_Work to complete:_ Repeat the records. Each line must match exactly.

Dataset entries:

----------

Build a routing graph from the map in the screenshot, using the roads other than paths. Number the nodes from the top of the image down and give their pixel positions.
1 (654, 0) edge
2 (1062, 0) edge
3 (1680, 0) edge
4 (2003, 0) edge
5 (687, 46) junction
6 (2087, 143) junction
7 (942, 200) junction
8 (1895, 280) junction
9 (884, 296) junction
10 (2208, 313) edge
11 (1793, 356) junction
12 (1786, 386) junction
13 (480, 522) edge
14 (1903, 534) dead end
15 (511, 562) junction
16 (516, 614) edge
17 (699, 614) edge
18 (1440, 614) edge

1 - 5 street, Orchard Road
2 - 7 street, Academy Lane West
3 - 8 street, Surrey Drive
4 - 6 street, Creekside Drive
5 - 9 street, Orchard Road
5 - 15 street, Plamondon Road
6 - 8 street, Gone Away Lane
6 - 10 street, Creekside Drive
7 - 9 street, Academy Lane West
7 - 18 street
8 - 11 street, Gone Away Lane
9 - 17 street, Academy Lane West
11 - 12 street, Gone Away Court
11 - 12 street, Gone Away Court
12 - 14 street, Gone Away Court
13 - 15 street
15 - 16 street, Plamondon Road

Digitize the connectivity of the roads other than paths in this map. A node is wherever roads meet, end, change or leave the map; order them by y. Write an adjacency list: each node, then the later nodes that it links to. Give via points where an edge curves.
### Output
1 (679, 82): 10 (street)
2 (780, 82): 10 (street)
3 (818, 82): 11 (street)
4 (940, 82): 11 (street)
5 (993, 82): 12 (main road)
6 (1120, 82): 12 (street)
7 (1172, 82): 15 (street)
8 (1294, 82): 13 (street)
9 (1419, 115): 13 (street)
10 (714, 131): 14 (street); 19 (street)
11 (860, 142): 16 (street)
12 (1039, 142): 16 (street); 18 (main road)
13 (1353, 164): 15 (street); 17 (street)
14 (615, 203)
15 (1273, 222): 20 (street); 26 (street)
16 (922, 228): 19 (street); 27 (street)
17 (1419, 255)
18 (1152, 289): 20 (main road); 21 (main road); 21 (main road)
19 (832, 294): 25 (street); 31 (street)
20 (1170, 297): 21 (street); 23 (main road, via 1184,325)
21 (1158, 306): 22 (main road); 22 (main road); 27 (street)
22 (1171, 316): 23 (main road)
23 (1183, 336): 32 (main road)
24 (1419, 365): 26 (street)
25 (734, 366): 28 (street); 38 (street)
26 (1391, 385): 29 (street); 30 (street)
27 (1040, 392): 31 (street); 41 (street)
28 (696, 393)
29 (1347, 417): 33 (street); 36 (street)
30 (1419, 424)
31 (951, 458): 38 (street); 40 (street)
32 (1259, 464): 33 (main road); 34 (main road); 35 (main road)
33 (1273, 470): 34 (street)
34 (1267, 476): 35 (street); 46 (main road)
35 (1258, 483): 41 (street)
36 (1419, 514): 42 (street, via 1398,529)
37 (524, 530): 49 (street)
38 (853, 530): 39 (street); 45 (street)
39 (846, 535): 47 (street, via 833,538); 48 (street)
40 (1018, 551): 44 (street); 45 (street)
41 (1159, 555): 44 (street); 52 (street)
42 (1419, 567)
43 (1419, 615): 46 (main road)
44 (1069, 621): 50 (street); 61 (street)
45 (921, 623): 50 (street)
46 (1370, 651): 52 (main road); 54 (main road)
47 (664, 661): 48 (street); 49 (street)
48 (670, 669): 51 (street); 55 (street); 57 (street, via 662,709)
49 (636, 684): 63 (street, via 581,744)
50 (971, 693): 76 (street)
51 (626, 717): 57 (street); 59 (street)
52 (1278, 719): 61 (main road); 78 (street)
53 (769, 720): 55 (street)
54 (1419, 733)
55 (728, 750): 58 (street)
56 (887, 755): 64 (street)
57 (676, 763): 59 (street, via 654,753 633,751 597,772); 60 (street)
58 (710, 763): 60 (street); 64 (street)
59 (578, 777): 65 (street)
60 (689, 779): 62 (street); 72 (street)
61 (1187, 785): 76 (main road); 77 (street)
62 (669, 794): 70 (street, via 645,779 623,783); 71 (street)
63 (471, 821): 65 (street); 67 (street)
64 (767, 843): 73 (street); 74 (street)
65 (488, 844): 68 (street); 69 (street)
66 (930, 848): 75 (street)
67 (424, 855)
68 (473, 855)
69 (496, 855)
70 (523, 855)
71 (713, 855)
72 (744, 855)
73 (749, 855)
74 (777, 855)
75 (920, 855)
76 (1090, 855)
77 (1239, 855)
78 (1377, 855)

----------

_Response area:_
Build a routing graph from the map in the screenshot, using the roads other than paths. Number the nodes from the top of the image down and give their pixel positions.
1 (654, 0) edge
2 (1062, 0) edge
3 (1680, 0) edge
4 (2003, 0) edge
5 (687, 46) junction
6 (2087, 143) junction
7 (942, 200) junction
8 (1895, 280) junction
9 (884, 296) junction
10 (2208, 313) edge
11 (1793, 356) junction
12 (1786, 386) junction
13 (480, 522) edge
14 (1903, 534) dead end
15 (511, 562) junction
16 (516, 614) edge
17 (699, 614) edge
18 (1440, 614) edge

1 - 5 street, Orchard Road
2 - 7 street, Academy Lane West
3 - 8 street, Surrey Drive
4 - 6 street, Creekside Drive
5 - 9 street, Orchard Road
5 - 15 street, Plamondon Road
6 - 8 street, Gone Away Lane
6 - 10 street, Creekside Drive
7 - 9 street, Academy Lane West
7 - 18 street
8 - 11 street, Gone Away Lane
9 - 17 street, Academy Lane West
11 - 12 street, Gone Away Court
11 - 12 street, Gone Away Court
12 - 14 street, Gone Away Court
13 - 15 street
15 - 16 street, Plamondon Road

Digitize the connectivity of the roads other than paths in this map. A node is wherever roads meet, end, change or leave the map; order them by y. Write an adjacency list: each node, then the later nodes that it links to. Give via points where an edge curves.
### Output
1 (679, 82): 10 (street)
2 (780, 82): 10 (street)
3 (818, 82): 11 (street)
4 (940, 82): 11 (street)
5 (993, 82): 12 (main road)
6 (1120, 82): 12 (street)
7 (1172, 82): 15 (street)
8 (1294, 82): 13 (street)
9 (1419, 115): 13 (street)
10 (714, 131): 14 (street); 19 (street)
11 (860, 142): 16 (street)
12 (1039, 142): 16 (street); 18 (main road)
13 (1353, 164): 15 (street); 17 (street)
14 (615, 203)
15 (1273, 222): 20 (street); 26 (street)
16 (922, 228): 19 (street); 27 (street)
17 (1419, 255)
18 (1152, 289): 20 (main road); 21 (main road); 21 (main road)
19 (832, 294): 25 (street); 31 (street)
20 (1170, 297): 21 (street); 23 (main road, via 1184,325)
21 (1158, 306): 22 (main road); 22 (main road); 27 (street)
22 (1171, 316): 23 (main road)
23 (1183, 336): 32 (main road)
24 (1419, 365): 26 (street)
25 (734, 366): 28 (street); 38 (street)
26 (1391, 385): 29 (street); 30 (street)
27 (1040, 392): 31 (street); 41 (street)
28 (696, 393)
29 (1347, 417): 33 (street); 36 (street)
30 (1419, 424)
31 (951, 458): 38 (street); 40 (street)
32 (1259, 464): 33 (main road); 34 (main road); 35 (main road)
33 (1273, 470): 34 (street)
34 (1267, 476): 35 (street); 46 (main road)
35 (1258, 483): 41 (street)
36 (1419, 514): 42 (street, via 1398,529)
37 (524, 530): 49 (street)
38 (853, 530): 39 (street); 45 (street)
39 (846, 535): 47 (street, via 833,538); 48 (street)
40 (1018, 551): 44 (street); 45 (street)
41 (1159, 555): 44 (street); 52 (street)
42 (1419, 567)
43 (1419, 615): 46 (main road)
44 (1069, 621): 50 (street); 61 (street)
45 (921, 623): 50 (street)
46 (1370, 651): 52 (main road); 54 (main road)
47 (664, 661): 48 (street); 49 (street)
48 (670, 669): 51 (street); 55 (street); 57 (street, via 662,709)
49 (636, 684): 63 (street, via 581,744)
50 (971, 693): 76 (street)
51 (626, 717): 57 (street); 59 (street)
52 (1278, 719): 61 (main road); 78 (street)
53 (769, 720): 55 (street)
54 (1419, 733)
55 (728, 750): 58 (street)
56 (887, 755): 64 (street)
57 (676, 763): 59 (street, via 654,753 633,751 597,772); 60 (street)
58 (710, 763): 60 (street); 64 (street)
59 (578, 777): 65 (street)
60 (689, 779): 62 (street); 72 (street)
61 (1187, 785): 76 (main road); 77 (street)
62 (669, 794): 70 (street, via 645,779 623,783); 71 (street)
63 (471, 821): 65 (street); 67 (street)
64 (767, 843): 73 (street); 74 (street)
65 (488, 844): 68 (street); 69 (street)
66 (930, 848): 75 (street)
67 (424, 855)
68 (473, 855)
69 (496, 855)
70 (523, 855)
71 (713, 855)
72 (744, 855)
73 (749, 855)
74 (777, 855)
75 (920, 855)
76 (1090, 855)
77 (1239, 855)
78 (1377, 855)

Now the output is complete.